Exercise aim>
Retype each record below word for word. Leave the pictures out.

Stored items

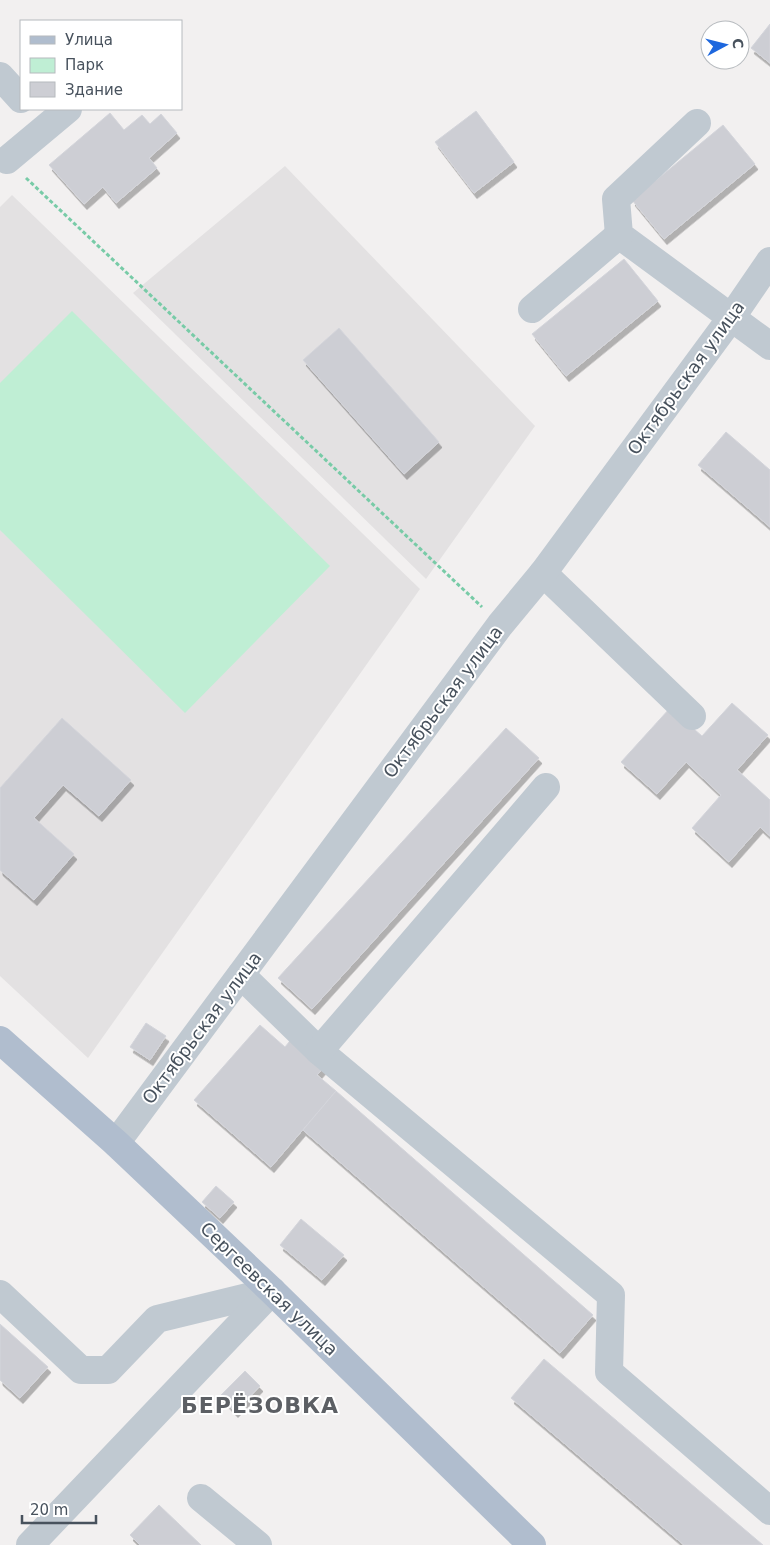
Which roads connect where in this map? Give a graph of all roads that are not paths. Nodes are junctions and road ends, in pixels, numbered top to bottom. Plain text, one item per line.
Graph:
1 (0, 76) edge
2 (20, 98) edge
3 (64, 110) edge
4 (38, 117) edge
5 (697, 123) dead end
6 (7, 160) road end
7 (619, 235) junction
8 (770, 260) edge
9 (532, 309) dead end
10 (731, 318) junction
11 (770, 346) edge
12 (543, 573) junction
13 (692, 716) dead end
14 (546, 787) dead end
15 (241, 975) junction
16 (0, 1040) edge
17 (319, 1051) junction
18 (116, 1143) junction
19 (272, 1291) junction
20 (0, 1294) edge
21 (201, 1498) dead end
22 (770, 1511) edge
23 (30, 1545) edge
24 (258, 1545) edge
25 (532, 1545) edge

1 - 2 street
3 - 4 street
4 - 6 street
5 - 7 street
7 - 9 street
7 - 10 street
8 - 10 street, Октябрьская улица
10 - 11 street
10 - 12 street, Октябрьская улица
12 - 13 street
12 - 15 street, Октябрьская улица
14 - 17 street
15 - 17 street
15 - 18 street, Октябрьская улица
16 - 18 main road, Сергеевская улица
17 - 22 street
18 - 19 main road, Сергеевская улица
19 - 20 street
19 - 23 street
19 - 25 main road, Сергеевская улица
21 - 24 street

Answer space>
Which roads connect where in this map? Give a graph of all roads that are not paths. Nodes are junctions and road ends, in pixels, numbered top to bottom. Plain text, one item per line.
Graph:
1 (0, 76) edge
2 (20, 98) edge
3 (64, 110) edge
4 (38, 117) edge
5 (697, 123) dead end
6 (7, 160) road end
7 (619, 235) junction
8 (770, 260) edge
9 (532, 309) dead end
10 (731, 318) junction
11 (770, 346) edge
12 (543, 573) junction
13 (692, 716) dead end
14 (546, 787) dead end
15 (241, 975) junction
16 (0, 1040) edge
17 (319, 1051) junction
18 (116, 1143) junction
19 (272, 1291) junction
20 (0, 1294) edge
21 (201, 1498) dead end
22 (770, 1511) edge
23 (30, 1545) edge
24 (258, 1545) edge
25 (532, 1545) edge

1 - 2 street
3 - 4 street
4 - 6 street
5 - 7 street
7 - 9 street
7 - 10 street
8 - 10 street, Октябрьская улица
10 - 11 street
10 - 12 street, Октябрьская улица
12 - 13 street
12 - 15 street, Октябрьская улица
14 - 17 street
15 - 17 street
15 - 18 street, Октябрьская улица
16 - 18 main road, Сергеевская улица
17 - 22 street
18 - 19 main road, Сергеевская улица
19 - 20 street
19 - 23 street
19 - 25 main road, Сергеевская улица
21 - 24 street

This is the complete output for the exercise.